Read the NY Times’ commentary on the ‘Angry Black Woman’ trope and why it makes the rest of us angry.

In what is an unsurprisingly incredibly offensive and racist post by the incredibly offensive and racist Alessandra Stanley, a TV critic over at the New York Times, Shonda Rhimes comes under fire in what is the most idiotic and intellectually-questionable manner known to human beings. We’re reaching a whole new level of stupid here, people.
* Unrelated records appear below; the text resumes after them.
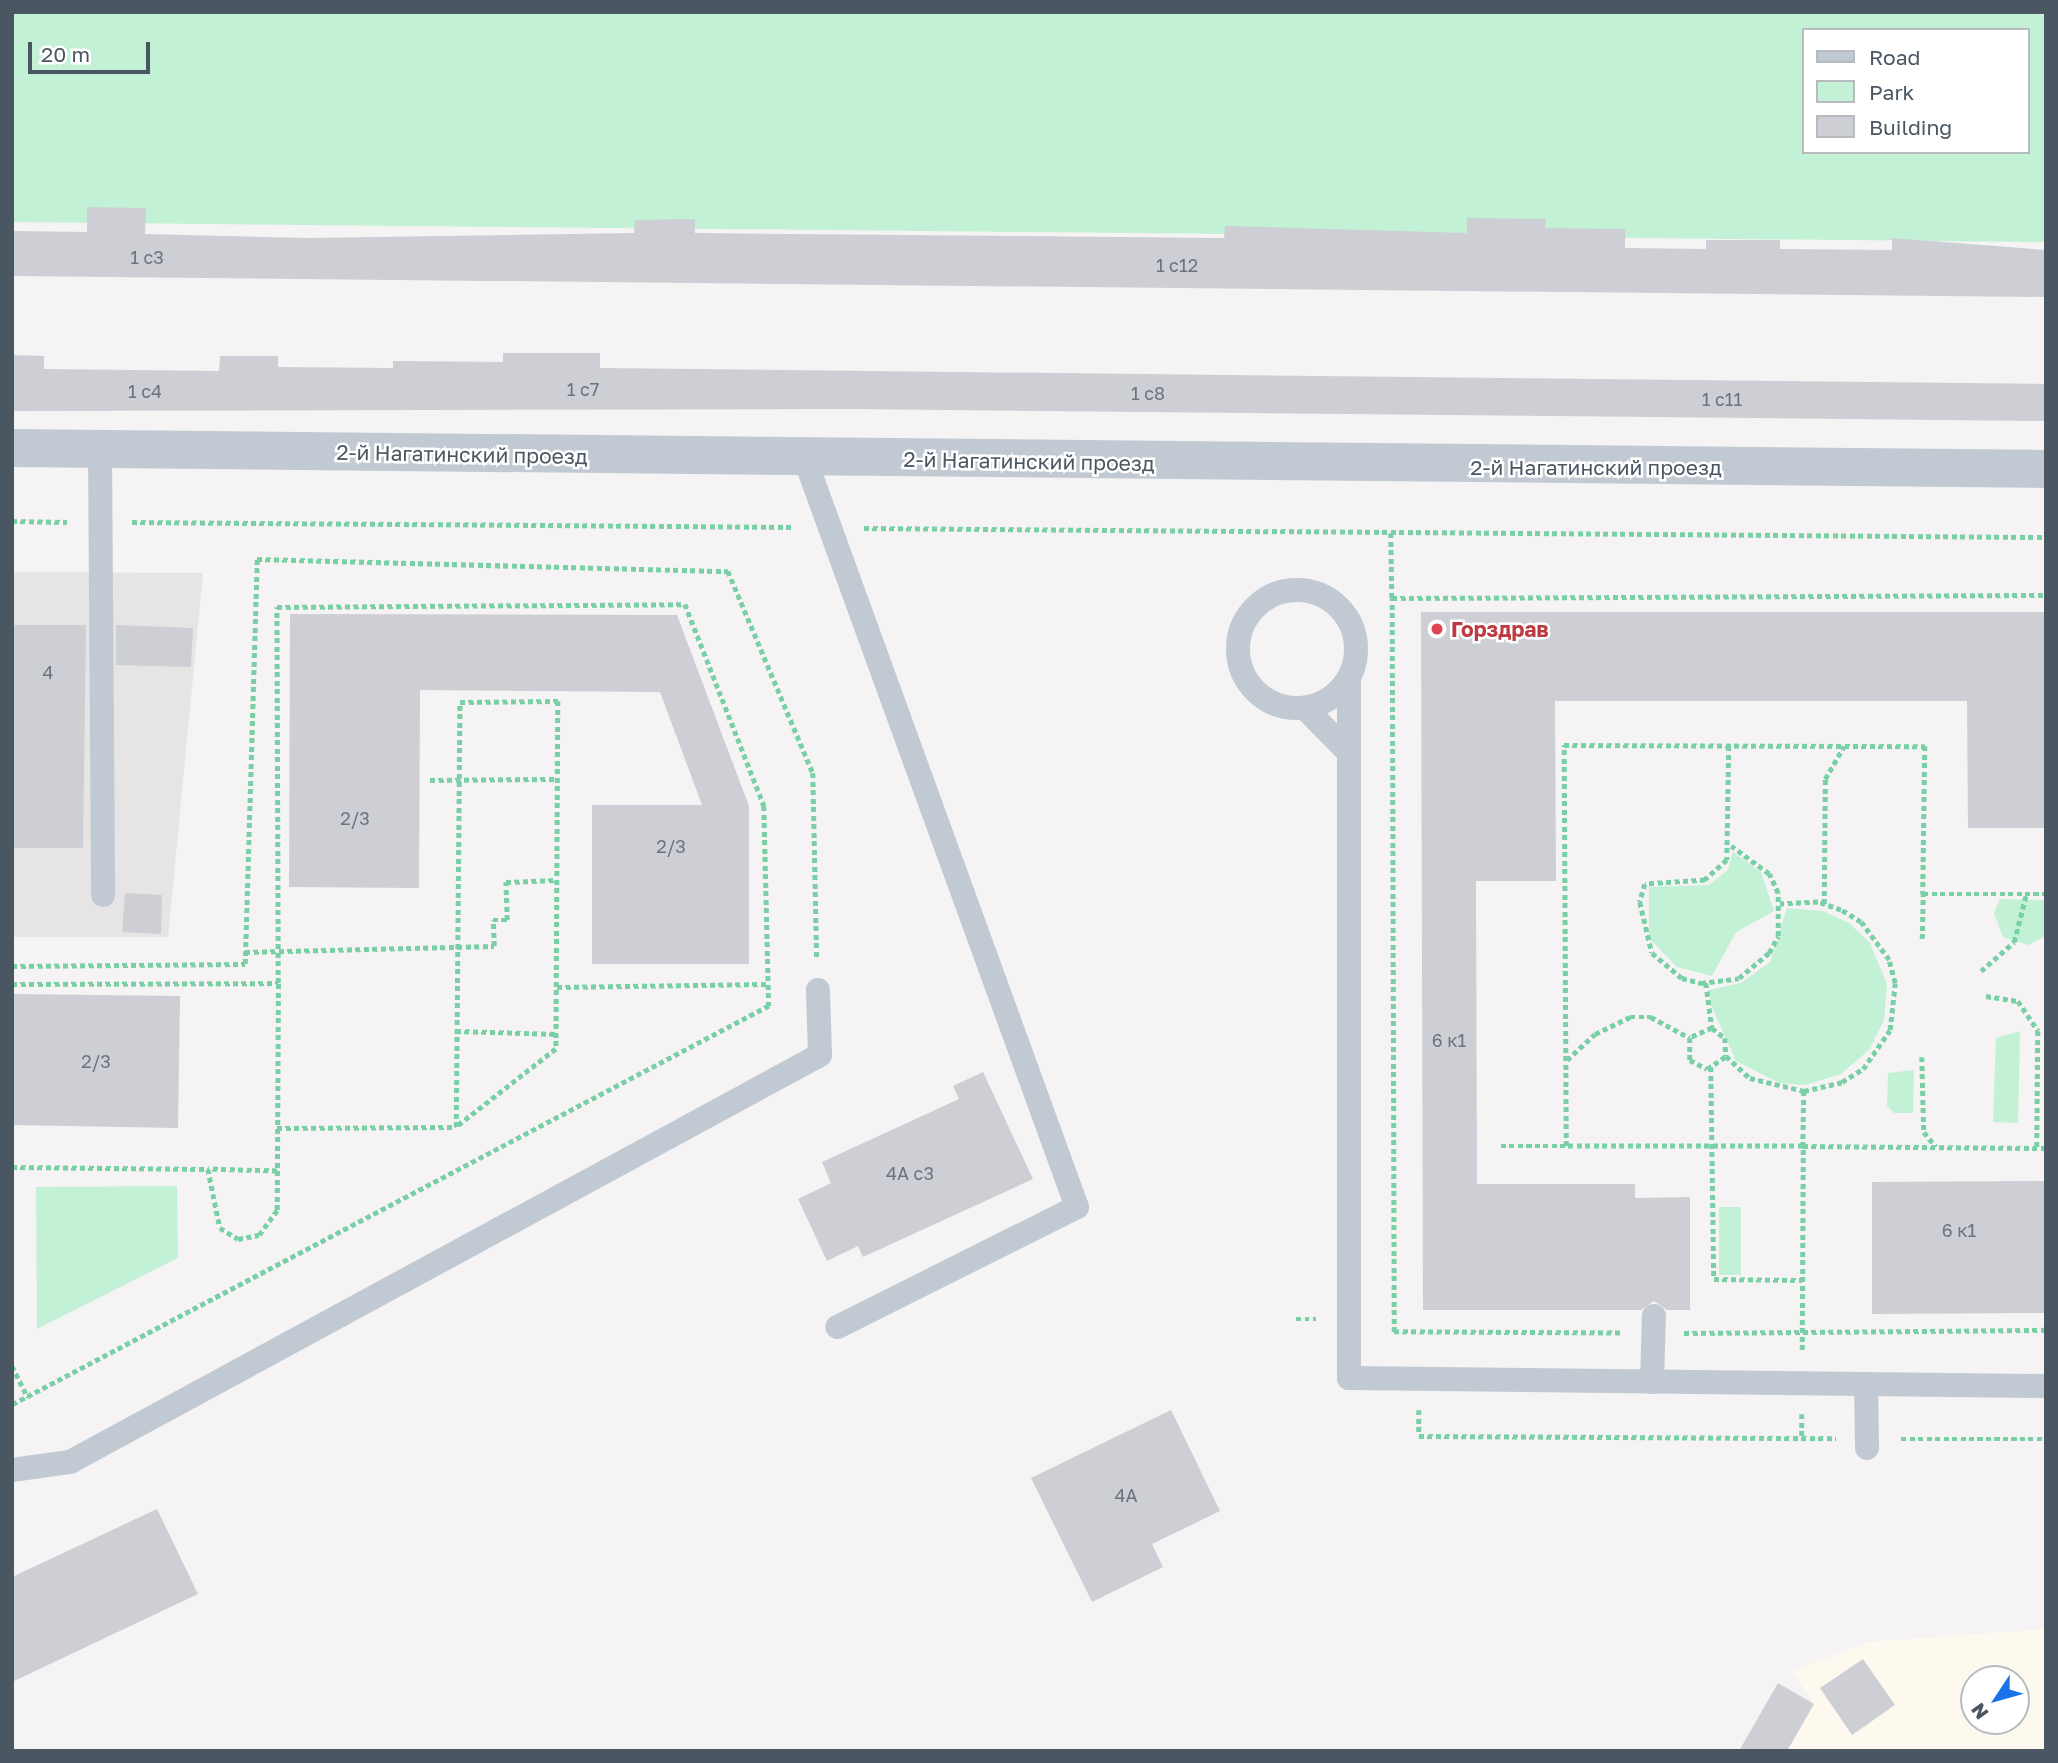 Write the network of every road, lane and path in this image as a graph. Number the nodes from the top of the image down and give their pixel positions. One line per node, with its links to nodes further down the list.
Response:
1 (12, 448): 2 (street, 2-й Нагатинский проезд)
2 (100, 449): 3 (street, 2-й Нагатинский проезд); 6 (lane)
3 (805, 458): 4 (street, 2-й Нагатинский проезд); 7 (lane)
4 (2046, 469)
5 (12, 521): 6 (path)
6 (97, 522): 7 (path); 24 (lane)
7 (829, 528): 8 (path); 64 (lane)
8 (1391, 532): 9 (path); 11 (path)
9 (2046, 537)
10 (2046, 595): 11 (path)
11 (1392, 598): 67 (path)
12 (1349, 678): 13 (lane); 13 (lane); 16 (lane)
13 (1304, 708): 16 (lane)
14 (1729, 746): 15 (path); 20 (path); 47 (path)
15 (1844, 746): 22 (path); 27 (path)
16 (1349, 752): 69 (lane)
17 (557, 779): 19 (path); 19 (path); 21 (path)
18 (430, 780): 19 (path)
19 (459, 780): 29 (path)
20 (1731, 846): 26 (path); 35 (path)
21 (557, 880): 29 (path); 38 (path)
22 (1923, 894): 25 (path); 28 (path)
23 (2046, 894): 25 (path)
24 (103, 895)
25 (2026, 895): 33 (path)
26 (1780, 904): 27 (path); 35 (path)
27 (1824, 904): 49 (path)
28 (1922, 939)
29 (457, 948): 31 (path); 42 (path)
30 (245, 952): 31 (path); 32 (path); 39 (path)
31 (278, 952): 34 (path); 37 (path)
32 (12, 966)
33 (1981, 971)
34 (278, 983): 36 (path); 51 (path)
35 (1706, 983): 41 (path)
36 (12, 984)
37 (769, 985): 38 (path); 73 (path)
38 (557, 987): 43 (path)
39 (818, 990): 77 (lane)
40 (1986, 996): 57 (path)
41 (1712, 1028): 44 (path); 45 (path)
42 (456, 1031): 43 (path); 50 (path)
43 (556, 1034): 50 (path)
44 (1689, 1038): 47 (path); 48 (path)
45 (1726, 1056): 48 (path); 49 (path)
46 (1922, 1057): 56 (path)
47 (1566, 1061): 53 (path)
48 (1712, 1067): 54 (path)
49 (1804, 1091): 55 (path)
50 (456, 1127): 51 (path)
51 (277, 1128): 61 (path)
52 (1501, 1146): 53 (path)
53 (1566, 1146): 54 (path)
54 (1715, 1146): 55 (path); 62 (path)
55 (1803, 1146): 56 (path); 62 (path)
56 (1936, 1147): 57 (path)
57 (2037, 1148): 58 (path)
58 (2046, 1148)
59 (12, 1167): 60 (path)
60 (208, 1169): 61 (path); 61 (path)
61 (277, 1171)
62 (1802, 1280): 66 (path)
63 (1654, 1325): 66 (path); 67 (path); 70 (lane)
64 (837, 1326)
65 (2046, 1330): 66 (path)
66 (1803, 1331)
67 (1417, 1332): 69 (path)
68 (12, 1366): 73 (path)
69 (1418, 1379): 70 (lane); 76 (path)
70 (1652, 1382): 71 (lane)
71 (1866, 1384): 72 (lane); 76 (lane)
72 (2046, 1386)
73 (28, 1397): 74 (path)
74 (12, 1405)
75 (2046, 1439): 76 (path)
76 (1866, 1443)
77 (12, 1470)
Just when you thought we’d plateau’d at the cap of human stupidity and would instead rise in intelligence, this particularly heinous post reared its ugly, ignorant head. To ram home the fact how disgusting this article was, allow me to quote the very first line:

Blah blah blah, I’m ignorant as fuck! HAHAHAHA #TEAMRACISM BABY! GOT THAT WHITE PRIVILEGE THO HOLLA AT YA GIRL!!!11

Ok, maybe that’s not a direct quote, but that’s how it came off. This is what she actually said:

When Shonda Rhimes writes her autobiography, it should be called “How to Get Away With Being an Angry Black Woman.”

You’d better hope someone doesn’t include this if ever there is written a biography of you. Probably won’t need to, since about a billion people have already read you.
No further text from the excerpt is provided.